## TO DO
Each line of the records that includes "lane" should be found and copied.

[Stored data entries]
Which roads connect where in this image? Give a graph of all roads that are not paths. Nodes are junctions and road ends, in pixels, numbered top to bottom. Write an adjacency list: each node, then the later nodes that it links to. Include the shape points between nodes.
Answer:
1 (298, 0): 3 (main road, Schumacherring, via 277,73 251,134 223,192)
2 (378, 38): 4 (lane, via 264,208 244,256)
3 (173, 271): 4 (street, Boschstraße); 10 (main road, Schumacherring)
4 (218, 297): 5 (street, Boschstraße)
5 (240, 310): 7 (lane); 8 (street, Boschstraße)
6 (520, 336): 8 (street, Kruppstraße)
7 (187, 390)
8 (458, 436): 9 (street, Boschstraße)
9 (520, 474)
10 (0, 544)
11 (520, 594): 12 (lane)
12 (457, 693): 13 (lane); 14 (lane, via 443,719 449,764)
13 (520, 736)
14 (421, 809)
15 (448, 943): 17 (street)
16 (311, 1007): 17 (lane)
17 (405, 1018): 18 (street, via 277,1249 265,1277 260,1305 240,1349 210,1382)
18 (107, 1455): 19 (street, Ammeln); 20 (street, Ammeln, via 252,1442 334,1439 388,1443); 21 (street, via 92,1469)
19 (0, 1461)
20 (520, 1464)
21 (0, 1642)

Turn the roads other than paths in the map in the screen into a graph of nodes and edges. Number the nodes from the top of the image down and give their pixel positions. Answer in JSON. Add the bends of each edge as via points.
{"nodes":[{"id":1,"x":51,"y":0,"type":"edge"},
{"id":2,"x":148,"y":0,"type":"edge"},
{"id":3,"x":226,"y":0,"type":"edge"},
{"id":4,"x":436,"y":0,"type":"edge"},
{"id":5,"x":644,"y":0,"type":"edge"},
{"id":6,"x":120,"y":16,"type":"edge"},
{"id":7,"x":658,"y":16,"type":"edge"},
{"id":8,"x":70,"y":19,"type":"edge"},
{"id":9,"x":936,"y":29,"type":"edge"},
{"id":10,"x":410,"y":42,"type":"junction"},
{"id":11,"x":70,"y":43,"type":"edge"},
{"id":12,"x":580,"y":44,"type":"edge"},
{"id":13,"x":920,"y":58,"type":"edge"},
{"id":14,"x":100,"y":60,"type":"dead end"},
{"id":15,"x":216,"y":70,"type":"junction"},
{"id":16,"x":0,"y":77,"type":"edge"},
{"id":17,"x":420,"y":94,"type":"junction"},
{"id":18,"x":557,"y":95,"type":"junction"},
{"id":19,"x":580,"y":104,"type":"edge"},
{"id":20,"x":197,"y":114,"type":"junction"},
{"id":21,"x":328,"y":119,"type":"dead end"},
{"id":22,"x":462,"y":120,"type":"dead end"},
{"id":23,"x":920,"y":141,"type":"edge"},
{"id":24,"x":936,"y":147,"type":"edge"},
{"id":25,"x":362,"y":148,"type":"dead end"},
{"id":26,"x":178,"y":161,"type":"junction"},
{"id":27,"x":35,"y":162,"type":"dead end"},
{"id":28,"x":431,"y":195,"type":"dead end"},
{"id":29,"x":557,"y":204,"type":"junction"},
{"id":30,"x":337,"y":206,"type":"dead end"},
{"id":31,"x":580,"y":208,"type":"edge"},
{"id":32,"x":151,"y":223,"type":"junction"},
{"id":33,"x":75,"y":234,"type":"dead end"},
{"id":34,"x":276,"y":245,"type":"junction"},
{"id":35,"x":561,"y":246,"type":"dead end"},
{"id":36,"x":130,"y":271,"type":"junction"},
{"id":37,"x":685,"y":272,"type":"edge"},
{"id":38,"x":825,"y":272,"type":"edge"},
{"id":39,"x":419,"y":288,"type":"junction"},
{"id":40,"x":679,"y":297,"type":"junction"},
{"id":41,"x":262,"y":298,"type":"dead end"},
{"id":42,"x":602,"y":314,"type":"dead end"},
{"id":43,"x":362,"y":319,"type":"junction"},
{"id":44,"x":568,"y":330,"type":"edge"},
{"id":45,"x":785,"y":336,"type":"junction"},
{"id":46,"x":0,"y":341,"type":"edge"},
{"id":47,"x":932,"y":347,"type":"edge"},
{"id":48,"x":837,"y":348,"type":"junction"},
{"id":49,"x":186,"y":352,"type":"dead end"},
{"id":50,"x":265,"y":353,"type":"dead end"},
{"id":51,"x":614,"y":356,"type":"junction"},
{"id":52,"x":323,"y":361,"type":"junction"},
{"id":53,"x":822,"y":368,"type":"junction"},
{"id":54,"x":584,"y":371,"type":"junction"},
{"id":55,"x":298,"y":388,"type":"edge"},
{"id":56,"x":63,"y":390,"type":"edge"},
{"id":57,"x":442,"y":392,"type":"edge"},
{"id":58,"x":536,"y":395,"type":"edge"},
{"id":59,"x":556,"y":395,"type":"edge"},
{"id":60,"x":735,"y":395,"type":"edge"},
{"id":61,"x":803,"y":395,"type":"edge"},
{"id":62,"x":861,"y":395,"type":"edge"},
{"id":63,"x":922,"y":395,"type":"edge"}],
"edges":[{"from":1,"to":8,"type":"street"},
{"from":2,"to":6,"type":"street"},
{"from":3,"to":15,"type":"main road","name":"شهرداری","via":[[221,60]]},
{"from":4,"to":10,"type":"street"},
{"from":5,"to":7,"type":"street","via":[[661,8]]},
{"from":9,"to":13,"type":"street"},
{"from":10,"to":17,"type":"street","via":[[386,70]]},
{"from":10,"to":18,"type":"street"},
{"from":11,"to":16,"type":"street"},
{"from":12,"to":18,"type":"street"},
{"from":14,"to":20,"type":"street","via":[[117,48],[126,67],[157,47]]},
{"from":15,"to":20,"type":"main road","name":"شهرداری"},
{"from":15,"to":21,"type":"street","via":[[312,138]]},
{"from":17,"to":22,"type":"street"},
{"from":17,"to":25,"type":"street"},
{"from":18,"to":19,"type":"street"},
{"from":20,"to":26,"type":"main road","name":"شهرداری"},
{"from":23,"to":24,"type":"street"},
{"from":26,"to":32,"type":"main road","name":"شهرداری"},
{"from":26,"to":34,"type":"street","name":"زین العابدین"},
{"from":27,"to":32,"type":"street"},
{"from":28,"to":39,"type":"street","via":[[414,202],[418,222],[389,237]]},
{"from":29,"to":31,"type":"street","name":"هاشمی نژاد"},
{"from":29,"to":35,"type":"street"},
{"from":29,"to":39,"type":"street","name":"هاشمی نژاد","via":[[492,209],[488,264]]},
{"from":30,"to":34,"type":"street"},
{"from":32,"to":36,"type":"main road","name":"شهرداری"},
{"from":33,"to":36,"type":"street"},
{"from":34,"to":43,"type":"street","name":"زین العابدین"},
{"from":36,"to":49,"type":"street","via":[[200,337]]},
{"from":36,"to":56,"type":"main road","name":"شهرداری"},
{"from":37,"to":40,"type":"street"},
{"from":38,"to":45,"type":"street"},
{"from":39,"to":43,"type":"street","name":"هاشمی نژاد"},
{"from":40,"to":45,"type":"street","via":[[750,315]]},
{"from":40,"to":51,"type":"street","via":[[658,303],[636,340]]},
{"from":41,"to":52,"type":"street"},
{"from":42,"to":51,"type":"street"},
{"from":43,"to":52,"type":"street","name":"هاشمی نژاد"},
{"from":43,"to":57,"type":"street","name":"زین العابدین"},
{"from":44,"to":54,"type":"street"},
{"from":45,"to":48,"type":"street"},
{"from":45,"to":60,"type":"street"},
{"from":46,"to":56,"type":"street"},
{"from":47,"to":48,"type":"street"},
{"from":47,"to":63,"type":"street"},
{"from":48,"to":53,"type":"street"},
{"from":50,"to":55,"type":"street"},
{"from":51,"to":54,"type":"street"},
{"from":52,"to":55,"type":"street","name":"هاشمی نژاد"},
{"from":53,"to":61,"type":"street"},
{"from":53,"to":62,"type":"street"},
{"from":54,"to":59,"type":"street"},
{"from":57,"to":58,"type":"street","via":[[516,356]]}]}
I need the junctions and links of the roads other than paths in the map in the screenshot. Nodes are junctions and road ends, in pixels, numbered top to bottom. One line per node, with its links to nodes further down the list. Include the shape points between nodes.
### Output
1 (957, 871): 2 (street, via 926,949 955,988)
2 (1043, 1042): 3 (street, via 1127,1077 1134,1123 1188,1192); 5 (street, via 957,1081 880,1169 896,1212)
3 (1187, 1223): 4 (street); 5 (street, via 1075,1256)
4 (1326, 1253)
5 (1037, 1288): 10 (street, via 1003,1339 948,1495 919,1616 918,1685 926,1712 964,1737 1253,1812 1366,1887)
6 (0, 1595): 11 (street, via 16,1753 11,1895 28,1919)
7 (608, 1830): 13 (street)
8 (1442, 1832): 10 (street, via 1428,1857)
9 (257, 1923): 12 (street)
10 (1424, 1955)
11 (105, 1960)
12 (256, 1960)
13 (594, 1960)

## RESULT FOR THIS TASK
2 (378, 38): 4 (lane, via 264,208 244,256)
5 (240, 310): 7 (lane); 8 (street, Boschstraße)
11 (520, 594): 12 (lane)
12 (457, 693): 13 (lane); 14 (lane, via 443,719 449,764)
16 (311, 1007): 17 (lane)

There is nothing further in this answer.